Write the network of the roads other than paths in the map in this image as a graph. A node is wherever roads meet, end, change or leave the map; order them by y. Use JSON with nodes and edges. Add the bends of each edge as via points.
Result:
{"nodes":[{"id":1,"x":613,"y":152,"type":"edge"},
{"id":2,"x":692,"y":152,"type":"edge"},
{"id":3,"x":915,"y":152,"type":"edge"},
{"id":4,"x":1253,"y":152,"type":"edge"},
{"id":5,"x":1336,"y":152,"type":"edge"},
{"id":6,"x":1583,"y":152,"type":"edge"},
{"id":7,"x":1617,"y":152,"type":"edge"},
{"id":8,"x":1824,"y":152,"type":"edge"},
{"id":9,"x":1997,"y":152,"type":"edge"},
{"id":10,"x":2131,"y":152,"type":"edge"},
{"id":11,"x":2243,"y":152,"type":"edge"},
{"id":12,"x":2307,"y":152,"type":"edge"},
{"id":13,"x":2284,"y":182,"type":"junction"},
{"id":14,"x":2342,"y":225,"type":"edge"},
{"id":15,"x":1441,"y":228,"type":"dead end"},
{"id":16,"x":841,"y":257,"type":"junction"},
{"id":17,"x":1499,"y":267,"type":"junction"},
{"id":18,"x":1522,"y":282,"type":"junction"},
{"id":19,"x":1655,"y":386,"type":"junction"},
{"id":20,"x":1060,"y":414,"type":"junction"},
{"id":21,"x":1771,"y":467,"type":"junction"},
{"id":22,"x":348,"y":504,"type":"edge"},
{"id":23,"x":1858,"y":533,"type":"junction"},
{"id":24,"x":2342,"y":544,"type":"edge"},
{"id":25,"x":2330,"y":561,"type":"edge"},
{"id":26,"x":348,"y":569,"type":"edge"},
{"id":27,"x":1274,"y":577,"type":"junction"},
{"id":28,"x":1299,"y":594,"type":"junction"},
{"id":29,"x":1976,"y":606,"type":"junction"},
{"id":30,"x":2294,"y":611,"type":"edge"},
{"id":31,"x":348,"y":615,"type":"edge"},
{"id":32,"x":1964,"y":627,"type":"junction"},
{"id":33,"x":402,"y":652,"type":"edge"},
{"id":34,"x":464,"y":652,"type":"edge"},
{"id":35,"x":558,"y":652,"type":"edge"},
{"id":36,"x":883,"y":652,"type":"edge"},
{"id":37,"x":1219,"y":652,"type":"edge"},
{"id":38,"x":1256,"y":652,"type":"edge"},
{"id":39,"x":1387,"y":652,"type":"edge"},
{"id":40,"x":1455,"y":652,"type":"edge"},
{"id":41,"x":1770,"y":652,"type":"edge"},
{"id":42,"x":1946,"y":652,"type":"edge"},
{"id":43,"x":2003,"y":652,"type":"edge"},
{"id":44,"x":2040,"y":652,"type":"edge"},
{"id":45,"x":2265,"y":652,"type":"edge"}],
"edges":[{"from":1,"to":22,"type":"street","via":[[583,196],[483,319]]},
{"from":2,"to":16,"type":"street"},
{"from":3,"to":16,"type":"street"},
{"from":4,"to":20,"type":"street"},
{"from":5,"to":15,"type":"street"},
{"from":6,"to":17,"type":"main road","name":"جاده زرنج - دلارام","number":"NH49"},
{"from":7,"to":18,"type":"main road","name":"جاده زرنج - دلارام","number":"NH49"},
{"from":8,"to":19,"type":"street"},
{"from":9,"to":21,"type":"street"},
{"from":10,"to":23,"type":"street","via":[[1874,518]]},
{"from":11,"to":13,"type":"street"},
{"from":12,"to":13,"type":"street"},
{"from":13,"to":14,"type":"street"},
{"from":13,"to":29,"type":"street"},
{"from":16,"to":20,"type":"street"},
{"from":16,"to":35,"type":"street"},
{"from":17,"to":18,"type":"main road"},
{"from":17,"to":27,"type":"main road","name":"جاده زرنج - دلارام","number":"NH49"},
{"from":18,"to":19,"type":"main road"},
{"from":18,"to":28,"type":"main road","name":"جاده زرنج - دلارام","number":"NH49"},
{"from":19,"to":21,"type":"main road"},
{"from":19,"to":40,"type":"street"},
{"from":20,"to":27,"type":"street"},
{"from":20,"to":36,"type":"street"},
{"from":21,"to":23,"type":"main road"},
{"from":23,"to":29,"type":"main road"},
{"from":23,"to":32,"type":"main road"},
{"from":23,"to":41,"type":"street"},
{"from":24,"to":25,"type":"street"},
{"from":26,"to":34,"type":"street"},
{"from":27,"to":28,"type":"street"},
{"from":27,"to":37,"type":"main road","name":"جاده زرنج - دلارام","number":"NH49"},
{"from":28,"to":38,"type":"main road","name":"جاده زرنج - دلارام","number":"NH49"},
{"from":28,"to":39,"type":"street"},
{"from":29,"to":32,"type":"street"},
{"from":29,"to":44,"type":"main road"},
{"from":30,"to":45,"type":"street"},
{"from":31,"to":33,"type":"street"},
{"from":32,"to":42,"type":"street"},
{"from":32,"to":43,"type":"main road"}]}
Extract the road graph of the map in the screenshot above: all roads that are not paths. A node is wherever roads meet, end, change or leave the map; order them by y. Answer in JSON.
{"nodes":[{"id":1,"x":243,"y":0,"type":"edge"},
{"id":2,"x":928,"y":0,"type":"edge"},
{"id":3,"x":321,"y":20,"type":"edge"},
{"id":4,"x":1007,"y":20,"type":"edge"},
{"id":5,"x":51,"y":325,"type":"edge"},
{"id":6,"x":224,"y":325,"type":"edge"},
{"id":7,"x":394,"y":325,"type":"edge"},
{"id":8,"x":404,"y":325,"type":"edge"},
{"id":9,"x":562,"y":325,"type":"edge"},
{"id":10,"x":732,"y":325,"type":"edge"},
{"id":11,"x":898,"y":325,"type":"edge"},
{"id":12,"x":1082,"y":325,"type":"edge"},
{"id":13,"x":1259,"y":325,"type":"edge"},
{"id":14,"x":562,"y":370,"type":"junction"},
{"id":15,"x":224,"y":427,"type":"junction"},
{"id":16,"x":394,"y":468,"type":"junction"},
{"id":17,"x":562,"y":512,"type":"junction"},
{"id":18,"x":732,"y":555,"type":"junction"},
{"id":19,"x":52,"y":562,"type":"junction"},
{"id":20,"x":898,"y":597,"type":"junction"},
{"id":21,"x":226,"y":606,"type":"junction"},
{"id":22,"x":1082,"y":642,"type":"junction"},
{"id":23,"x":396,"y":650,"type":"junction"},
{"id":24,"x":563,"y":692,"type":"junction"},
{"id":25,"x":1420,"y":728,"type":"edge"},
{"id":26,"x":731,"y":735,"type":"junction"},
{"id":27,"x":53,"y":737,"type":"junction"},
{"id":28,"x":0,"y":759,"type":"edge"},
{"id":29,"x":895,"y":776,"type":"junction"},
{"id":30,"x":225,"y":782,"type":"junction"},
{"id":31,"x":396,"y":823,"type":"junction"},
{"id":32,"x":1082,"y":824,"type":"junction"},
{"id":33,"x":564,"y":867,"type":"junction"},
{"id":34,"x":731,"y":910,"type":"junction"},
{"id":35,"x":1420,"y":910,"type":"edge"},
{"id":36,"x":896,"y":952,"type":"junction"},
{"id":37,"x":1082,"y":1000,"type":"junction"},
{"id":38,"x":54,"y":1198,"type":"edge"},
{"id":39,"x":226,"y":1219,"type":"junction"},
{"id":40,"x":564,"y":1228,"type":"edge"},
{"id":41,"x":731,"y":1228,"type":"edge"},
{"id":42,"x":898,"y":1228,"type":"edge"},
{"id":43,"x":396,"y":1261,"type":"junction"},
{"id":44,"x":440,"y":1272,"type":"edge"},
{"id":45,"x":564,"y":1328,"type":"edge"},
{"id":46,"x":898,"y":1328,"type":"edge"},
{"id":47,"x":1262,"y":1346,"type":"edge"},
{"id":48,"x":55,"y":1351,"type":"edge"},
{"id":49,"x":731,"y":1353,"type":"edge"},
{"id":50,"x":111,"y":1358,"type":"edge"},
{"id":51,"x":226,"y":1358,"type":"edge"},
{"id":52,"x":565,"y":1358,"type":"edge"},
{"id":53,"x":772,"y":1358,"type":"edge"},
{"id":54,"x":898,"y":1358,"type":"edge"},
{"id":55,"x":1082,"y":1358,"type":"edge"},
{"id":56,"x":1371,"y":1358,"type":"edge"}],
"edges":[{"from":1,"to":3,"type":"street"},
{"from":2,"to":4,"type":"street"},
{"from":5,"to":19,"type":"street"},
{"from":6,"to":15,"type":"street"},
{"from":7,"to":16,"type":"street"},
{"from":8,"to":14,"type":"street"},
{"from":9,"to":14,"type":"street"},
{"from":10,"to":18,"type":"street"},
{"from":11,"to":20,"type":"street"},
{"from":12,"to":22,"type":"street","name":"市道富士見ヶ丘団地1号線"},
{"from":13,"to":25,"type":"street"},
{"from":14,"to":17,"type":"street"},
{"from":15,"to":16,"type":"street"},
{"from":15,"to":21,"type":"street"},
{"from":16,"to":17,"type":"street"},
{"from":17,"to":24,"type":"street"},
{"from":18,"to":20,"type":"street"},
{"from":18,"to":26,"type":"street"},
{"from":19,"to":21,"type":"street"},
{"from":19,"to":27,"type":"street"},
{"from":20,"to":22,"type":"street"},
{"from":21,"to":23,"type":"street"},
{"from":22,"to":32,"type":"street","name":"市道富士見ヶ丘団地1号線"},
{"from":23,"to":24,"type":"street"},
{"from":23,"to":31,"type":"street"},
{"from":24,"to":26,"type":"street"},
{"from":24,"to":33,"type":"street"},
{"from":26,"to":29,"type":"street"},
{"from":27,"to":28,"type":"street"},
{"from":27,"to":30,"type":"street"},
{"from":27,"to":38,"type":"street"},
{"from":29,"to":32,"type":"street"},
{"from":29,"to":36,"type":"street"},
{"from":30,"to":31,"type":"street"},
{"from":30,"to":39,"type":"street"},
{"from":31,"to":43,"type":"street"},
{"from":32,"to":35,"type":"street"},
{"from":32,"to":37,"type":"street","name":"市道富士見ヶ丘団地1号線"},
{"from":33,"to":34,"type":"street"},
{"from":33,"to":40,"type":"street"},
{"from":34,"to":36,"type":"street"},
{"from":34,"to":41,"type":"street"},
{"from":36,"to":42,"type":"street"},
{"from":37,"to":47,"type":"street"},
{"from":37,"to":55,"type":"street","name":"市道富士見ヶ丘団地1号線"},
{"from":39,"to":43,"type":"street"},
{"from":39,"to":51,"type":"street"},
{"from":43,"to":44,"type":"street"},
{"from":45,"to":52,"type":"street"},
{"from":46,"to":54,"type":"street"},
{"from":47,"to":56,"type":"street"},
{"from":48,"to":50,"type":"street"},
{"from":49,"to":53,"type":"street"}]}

◆ ◆ ◆ ◆ ◆

» **PROBLEM TO SOLVE**
This exercise needs every line of the listing that contains the word "edges".

» **TASK SOLUTION**
Write the network of the roads other than paths in the map in this image as a graph. A node is wherever roads meet, end, change or leave the map; order them by y. Use JSON with nodes and edges. Add the bends of each edge as via points.
"edges":[{"from":1,"to":22,"type":"street","via":[[583,196],[483,319]]},
"edges":[{"from":1,"to":3,"type":"street"},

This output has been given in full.